> EXERCISE DIRECTIONS:
Word for word, restate every record.
(RECORDS FOR THE EXERCISE)
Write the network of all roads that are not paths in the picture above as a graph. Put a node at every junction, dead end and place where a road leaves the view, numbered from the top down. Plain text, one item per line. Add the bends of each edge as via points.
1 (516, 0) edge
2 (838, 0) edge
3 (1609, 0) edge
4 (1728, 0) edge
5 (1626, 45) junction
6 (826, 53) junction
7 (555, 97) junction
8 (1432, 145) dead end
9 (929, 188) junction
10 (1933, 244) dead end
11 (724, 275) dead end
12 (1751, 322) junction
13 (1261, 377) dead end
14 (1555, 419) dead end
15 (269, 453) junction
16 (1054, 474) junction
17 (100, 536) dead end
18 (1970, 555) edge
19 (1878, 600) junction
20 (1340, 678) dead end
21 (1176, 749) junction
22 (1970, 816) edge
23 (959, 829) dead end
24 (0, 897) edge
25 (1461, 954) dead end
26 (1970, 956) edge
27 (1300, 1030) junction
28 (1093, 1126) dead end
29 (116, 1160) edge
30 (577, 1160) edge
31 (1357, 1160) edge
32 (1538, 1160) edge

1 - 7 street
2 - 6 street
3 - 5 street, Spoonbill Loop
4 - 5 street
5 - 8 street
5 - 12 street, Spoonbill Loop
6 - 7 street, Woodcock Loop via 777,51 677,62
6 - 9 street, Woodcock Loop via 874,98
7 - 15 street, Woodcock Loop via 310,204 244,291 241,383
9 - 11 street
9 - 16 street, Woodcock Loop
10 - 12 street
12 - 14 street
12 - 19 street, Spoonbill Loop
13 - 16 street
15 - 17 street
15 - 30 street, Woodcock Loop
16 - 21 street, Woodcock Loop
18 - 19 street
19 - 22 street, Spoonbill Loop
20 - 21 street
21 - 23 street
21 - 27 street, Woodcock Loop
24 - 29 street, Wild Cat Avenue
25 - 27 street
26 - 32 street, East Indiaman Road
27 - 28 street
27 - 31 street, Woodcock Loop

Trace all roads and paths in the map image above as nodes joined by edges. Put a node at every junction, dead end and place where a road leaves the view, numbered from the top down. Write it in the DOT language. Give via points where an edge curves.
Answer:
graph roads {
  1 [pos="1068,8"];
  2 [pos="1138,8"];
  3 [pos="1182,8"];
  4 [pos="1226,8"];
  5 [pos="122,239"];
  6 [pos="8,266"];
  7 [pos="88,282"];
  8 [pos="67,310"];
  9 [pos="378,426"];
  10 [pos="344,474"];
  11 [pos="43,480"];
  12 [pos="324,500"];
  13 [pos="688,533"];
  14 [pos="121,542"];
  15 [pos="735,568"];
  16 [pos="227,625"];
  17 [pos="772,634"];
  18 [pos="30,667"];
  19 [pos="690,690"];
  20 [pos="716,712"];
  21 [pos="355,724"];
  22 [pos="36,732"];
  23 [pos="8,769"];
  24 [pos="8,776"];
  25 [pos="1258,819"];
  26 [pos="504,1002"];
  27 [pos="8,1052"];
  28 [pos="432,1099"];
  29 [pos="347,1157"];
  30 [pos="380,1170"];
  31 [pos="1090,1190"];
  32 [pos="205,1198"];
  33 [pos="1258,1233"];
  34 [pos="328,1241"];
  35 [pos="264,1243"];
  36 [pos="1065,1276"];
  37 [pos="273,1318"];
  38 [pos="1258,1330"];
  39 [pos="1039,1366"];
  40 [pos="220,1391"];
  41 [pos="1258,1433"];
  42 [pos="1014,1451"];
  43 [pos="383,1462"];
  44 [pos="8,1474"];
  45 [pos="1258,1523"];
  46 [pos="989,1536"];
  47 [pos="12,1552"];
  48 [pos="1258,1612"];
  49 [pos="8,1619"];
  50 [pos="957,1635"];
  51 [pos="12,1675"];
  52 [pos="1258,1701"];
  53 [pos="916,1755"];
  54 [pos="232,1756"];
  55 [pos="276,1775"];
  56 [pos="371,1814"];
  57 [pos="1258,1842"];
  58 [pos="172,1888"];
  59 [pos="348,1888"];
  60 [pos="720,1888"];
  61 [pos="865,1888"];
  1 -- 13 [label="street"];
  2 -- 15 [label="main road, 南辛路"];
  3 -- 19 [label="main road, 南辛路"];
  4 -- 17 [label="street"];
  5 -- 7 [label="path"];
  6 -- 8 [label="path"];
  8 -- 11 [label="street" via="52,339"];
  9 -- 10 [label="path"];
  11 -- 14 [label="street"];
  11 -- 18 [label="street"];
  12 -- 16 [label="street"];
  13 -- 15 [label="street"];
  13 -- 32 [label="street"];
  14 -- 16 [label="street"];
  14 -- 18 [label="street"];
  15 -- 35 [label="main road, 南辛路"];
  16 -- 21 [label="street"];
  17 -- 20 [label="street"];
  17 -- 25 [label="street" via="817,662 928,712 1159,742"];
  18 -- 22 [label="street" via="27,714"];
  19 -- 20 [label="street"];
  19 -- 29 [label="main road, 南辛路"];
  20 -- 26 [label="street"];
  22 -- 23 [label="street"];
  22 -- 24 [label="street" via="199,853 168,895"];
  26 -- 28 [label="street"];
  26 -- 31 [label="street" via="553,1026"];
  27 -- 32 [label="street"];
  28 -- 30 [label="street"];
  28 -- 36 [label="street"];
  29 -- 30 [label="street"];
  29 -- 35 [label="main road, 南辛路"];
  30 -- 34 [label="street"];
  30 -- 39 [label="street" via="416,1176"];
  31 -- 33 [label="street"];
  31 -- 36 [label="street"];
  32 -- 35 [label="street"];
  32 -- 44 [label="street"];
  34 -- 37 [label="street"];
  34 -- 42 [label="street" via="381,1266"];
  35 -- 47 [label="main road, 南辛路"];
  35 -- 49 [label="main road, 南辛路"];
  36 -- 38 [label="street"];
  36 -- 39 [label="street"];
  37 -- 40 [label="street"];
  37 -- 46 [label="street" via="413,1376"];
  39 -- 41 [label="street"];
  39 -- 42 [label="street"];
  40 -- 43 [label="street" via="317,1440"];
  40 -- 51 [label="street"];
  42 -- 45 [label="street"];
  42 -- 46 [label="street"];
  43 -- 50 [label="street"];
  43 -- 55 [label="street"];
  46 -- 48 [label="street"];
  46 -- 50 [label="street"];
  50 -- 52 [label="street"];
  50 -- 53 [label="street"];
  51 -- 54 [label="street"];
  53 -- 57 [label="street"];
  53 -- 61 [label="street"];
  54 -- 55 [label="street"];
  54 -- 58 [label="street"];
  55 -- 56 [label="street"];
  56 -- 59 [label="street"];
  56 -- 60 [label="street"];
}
(End RECORDS FOR THE EXERCISE)
> RESPONSE TO THE TASK:
Write the network of all roads that are not paths in the picture above as a graph. Put a node at every junction, dead end and place where a road leaves the view, numbered from the top down. Plain text, one item per line. Add the bends of each edge as via points.
1 (516, 0) edge
2 (838, 0) edge
3 (1609, 0) edge
4 (1728, 0) edge
5 (1626, 45) junction
6 (826, 53) junction
7 (555, 97) junction
8 (1432, 145) dead end
9 (929, 188) junction
10 (1933, 244) dead end
11 (724, 275) dead end
12 (1751, 322) junction
13 (1261, 377) dead end
14 (1555, 419) dead end
15 (269, 453) junction
16 (1054, 474) junction
17 (100, 536) dead end
18 (1970, 555) edge
19 (1878, 600) junction
20 (1340, 678) dead end
21 (1176, 749) junction
22 (1970, 816) edge
23 (959, 829) dead end
24 (0, 897) edge
25 (1461, 954) dead end
26 (1970, 956) edge
27 (1300, 1030) junction
28 (1093, 1126) dead end
29 (116, 1160) edge
30 (577, 1160) edge
31 (1357, 1160) edge
32 (1538, 1160) edge

1 - 7 street
2 - 6 street
3 - 5 street, Spoonbill Loop
4 - 5 street
5 - 8 street
5 - 12 street, Spoonbill Loop
6 - 7 street, Woodcock Loop via 777,51 677,62
6 - 9 street, Woodcock Loop via 874,98
7 - 15 street, Woodcock Loop via 310,204 244,291 241,383
9 - 11 street
9 - 16 street, Woodcock Loop
10 - 12 street
12 - 14 street
12 - 19 street, Spoonbill Loop
13 - 16 street
15 - 17 street
15 - 30 street, Woodcock Loop
16 - 21 street, Woodcock Loop
18 - 19 street
19 - 22 street, Spoonbill Loop
20 - 21 street
21 - 23 street
21 - 27 street, Woodcock Loop
24 - 29 street, Wild Cat Avenue
25 - 27 street
26 - 32 street, East Indiaman Road
27 - 28 street
27 - 31 street, Woodcock Loop

Trace all roads and paths in the map image above as nodes joined by edges. Put a node at every junction, dead end and place where a road leaves the view, numbered from the top down. Write it in the DOT language. Give via points where an edge curves.
Answer:
graph roads {
  1 [pos="1068,8"];
  2 [pos="1138,8"];
  3 [pos="1182,8"];
  4 [pos="1226,8"];
  5 [pos="122,239"];
  6 [pos="8,266"];
  7 [pos="88,282"];
  8 [pos="67,310"];
  9 [pos="378,426"];
  10 [pos="344,474"];
  11 [pos="43,480"];
  12 [pos="324,500"];
  13 [pos="688,533"];
  14 [pos="121,542"];
  15 [pos="735,568"];
  16 [pos="227,625"];
  17 [pos="772,634"];
  18 [pos="30,667"];
  19 [pos="690,690"];
  20 [pos="716,712"];
  21 [pos="355,724"];
  22 [pos="36,732"];
  23 [pos="8,769"];
  24 [pos="8,776"];
  25 [pos="1258,819"];
  26 [pos="504,1002"];
  27 [pos="8,1052"];
  28 [pos="432,1099"];
  29 [pos="347,1157"];
  30 [pos="380,1170"];
  31 [pos="1090,1190"];
  32 [pos="205,1198"];
  33 [pos="1258,1233"];
  34 [pos="328,1241"];
  35 [pos="264,1243"];
  36 [pos="1065,1276"];
  37 [pos="273,1318"];
  38 [pos="1258,1330"];
  39 [pos="1039,1366"];
  40 [pos="220,1391"];
  41 [pos="1258,1433"];
  42 [pos="1014,1451"];
  43 [pos="383,1462"];
  44 [pos="8,1474"];
  45 [pos="1258,1523"];
  46 [pos="989,1536"];
  47 [pos="12,1552"];
  48 [pos="1258,1612"];
  49 [pos="8,1619"];
  50 [pos="957,1635"];
  51 [pos="12,1675"];
  52 [pos="1258,1701"];
  53 [pos="916,1755"];
  54 [pos="232,1756"];
  55 [pos="276,1775"];
  56 [pos="371,1814"];
  57 [pos="1258,1842"];
  58 [pos="172,1888"];
  59 [pos="348,1888"];
  60 [pos="720,1888"];
  61 [pos="865,1888"];
  1 -- 13 [label="street"];
  2 -- 15 [label="main road, 南辛路"];
  3 -- 19 [label="main road, 南辛路"];
  4 -- 17 [label="street"];
  5 -- 7 [label="path"];
  6 -- 8 [label="path"];
  8 -- 11 [label="street" via="52,339"];
  9 -- 10 [label="path"];
  11 -- 14 [label="street"];
  11 -- 18 [label="street"];
  12 -- 16 [label="street"];
  13 -- 15 [label="street"];
  13 -- 32 [label="street"];
  14 -- 16 [label="street"];
  14 -- 18 [label="street"];
  15 -- 35 [label="main road, 南辛路"];
  16 -- 21 [label="street"];
  17 -- 20 [label="street"];
  17 -- 25 [label="street" via="817,662 928,712 1159,742"];
  18 -- 22 [label="street" via="27,714"];
  19 -- 20 [label="street"];
  19 -- 29 [label="main road, 南辛路"];
  20 -- 26 [label="street"];
  22 -- 23 [label="street"];
  22 -- 24 [label="street" via="199,853 168,895"];
  26 -- 28 [label="street"];
  26 -- 31 [label="street" via="553,1026"];
  27 -- 32 [label="street"];
  28 -- 30 [label="street"];
  28 -- 36 [label="street"];
  29 -- 30 [label="street"];
  29 -- 35 [label="main road, 南辛路"];
  30 -- 34 [label="street"];
  30 -- 39 [label="street" via="416,1176"];
  31 -- 33 [label="street"];
  31 -- 36 [label="street"];
  32 -- 35 [label="street"];
  32 -- 44 [label="street"];
  34 -- 37 [label="street"];
  34 -- 42 [label="street" via="381,1266"];
  35 -- 47 [label="main road, 南辛路"];
  35 -- 49 [label="main road, 南辛路"];
  36 -- 38 [label="street"];
  36 -- 39 [label="street"];
  37 -- 40 [label="street"];
  37 -- 46 [label="street" via="413,1376"];
  39 -- 41 [label="street"];
  39 -- 42 [label="street"];
  40 -- 43 [label="street" via="317,1440"];
  40 -- 51 [label="street"];
  42 -- 45 [label="street"];
  42 -- 46 [label="street"];
  43 -- 50 [label="street"];
  43 -- 55 [label="street"];
  46 -- 48 [label="street"];
  46 -- 50 [label="street"];
  50 -- 52 [label="street"];
  50 -- 53 [label="street"];
  51 -- 54 [label="street"];
  53 -- 57 [label="street"];
  53 -- 61 [label="street"];
  54 -- 55 [label="street"];
  54 -- 58 [label="street"];
  55 -- 56 [label="street"];
  56 -- 59 [label="street"];
  56 -- 60 [label="street"];
}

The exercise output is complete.